By Li Hongmei, Special to Sina English
As India celebrated Independence Day, which falls on August 15, the nation are still grappling with the fallout from last month’s deadly riots in the northeastern state of Assam.
On Saturday, heated protests over the violence broke out in the Azad Maidan neighborhood of Mumbai, with demonstrators reportedly setting news vans on fire and attacking shops. The unrest follows days of political sparring over the Assam riots.
Since July 20, more than 70 people, reportedly 78 people, have been killed in the state of Assam in clashes between Muslims and the Bodos, an ethnic group indigenous to the region.
On July 20, four Bodo youths were killed, after which armed members of the Bodo community, holding their Muslim neighbors responsible, attacked in retaliation. Weeks later, bodies are still being found, and the hundreds of thousands of Muslim residents who fled to overcrowded, unsanitary camps are afraid to budge.
Assam’s state government has given them until Independence Day to go home but has also said it cannot guarantee their safety, as reports of armed men roaming villages continue to trickle out of the area.
Ringed by China, Myanmar, Bangladesh and Bhutan, India's northeast is connected to the rest of the country by a narrow land strip called the chicken's neck. Home to more than 200 ethnic and tribal groups, it has been racked by separatist revolts since India's independence from Britain in 1947.

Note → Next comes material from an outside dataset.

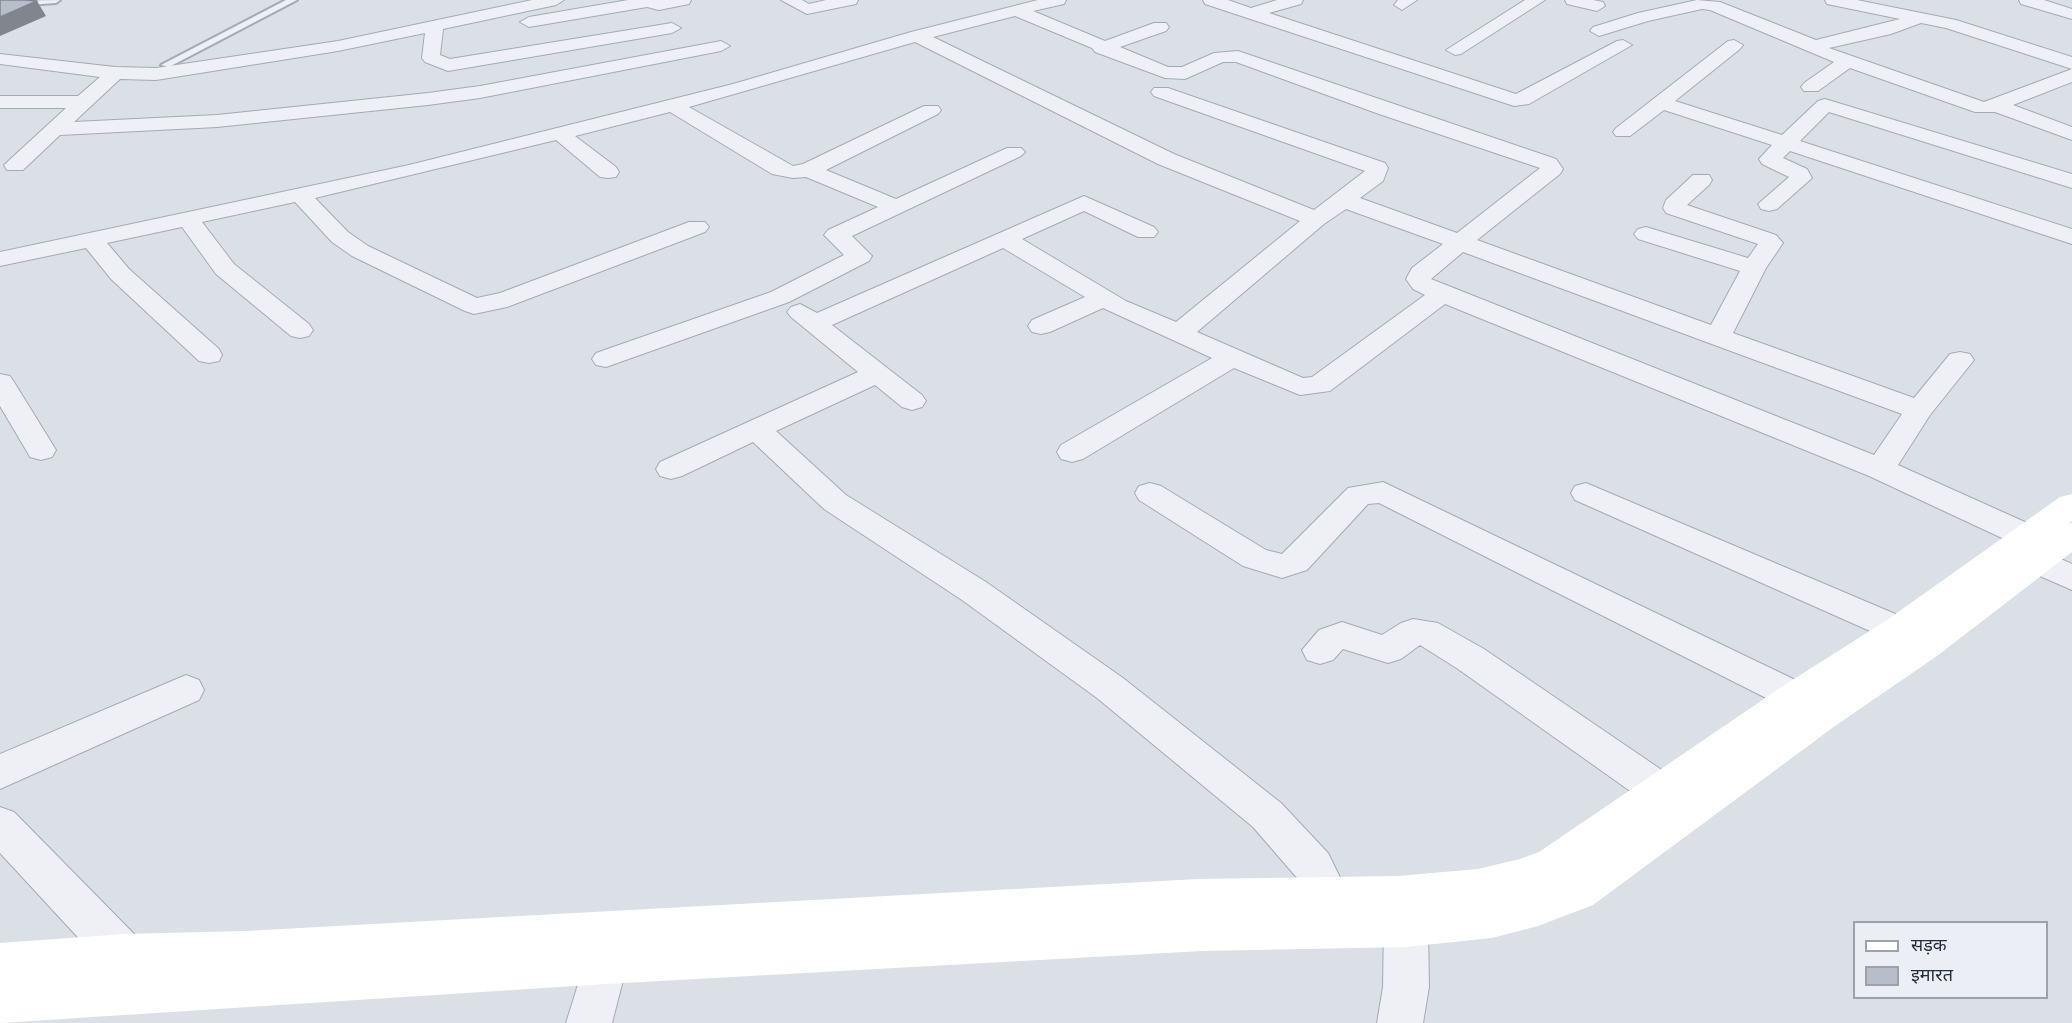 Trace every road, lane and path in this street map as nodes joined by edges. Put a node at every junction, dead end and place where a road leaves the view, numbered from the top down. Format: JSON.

In recent years, Hindu and Christian tribes have vented strong anti-immigrant and anti-Muslim sentiment against Bangladeshi settlers. The Bodo tribe has clashed with Bengalis in deadly riots several times since the 1950s. Thirty years ago, about 2,000 people, mainly Muslims, died in riots in Assam.
The latest violence was sparked on night of July 20 when unidentified men killed four youths in Kokrajhar district, police and district officials said. In retaliation, armed Bodos attacked Muslims, suspecting them of being behind the killings.
Assam's chief minister, Tarun Gogoi, told media immediately after the July 20 bloodshed, that he hoped the situation would be under control within days. He said about 30,000 villagers have fled their homes and taken shelter in relief camps, but local officials said the numbers were at least twice that.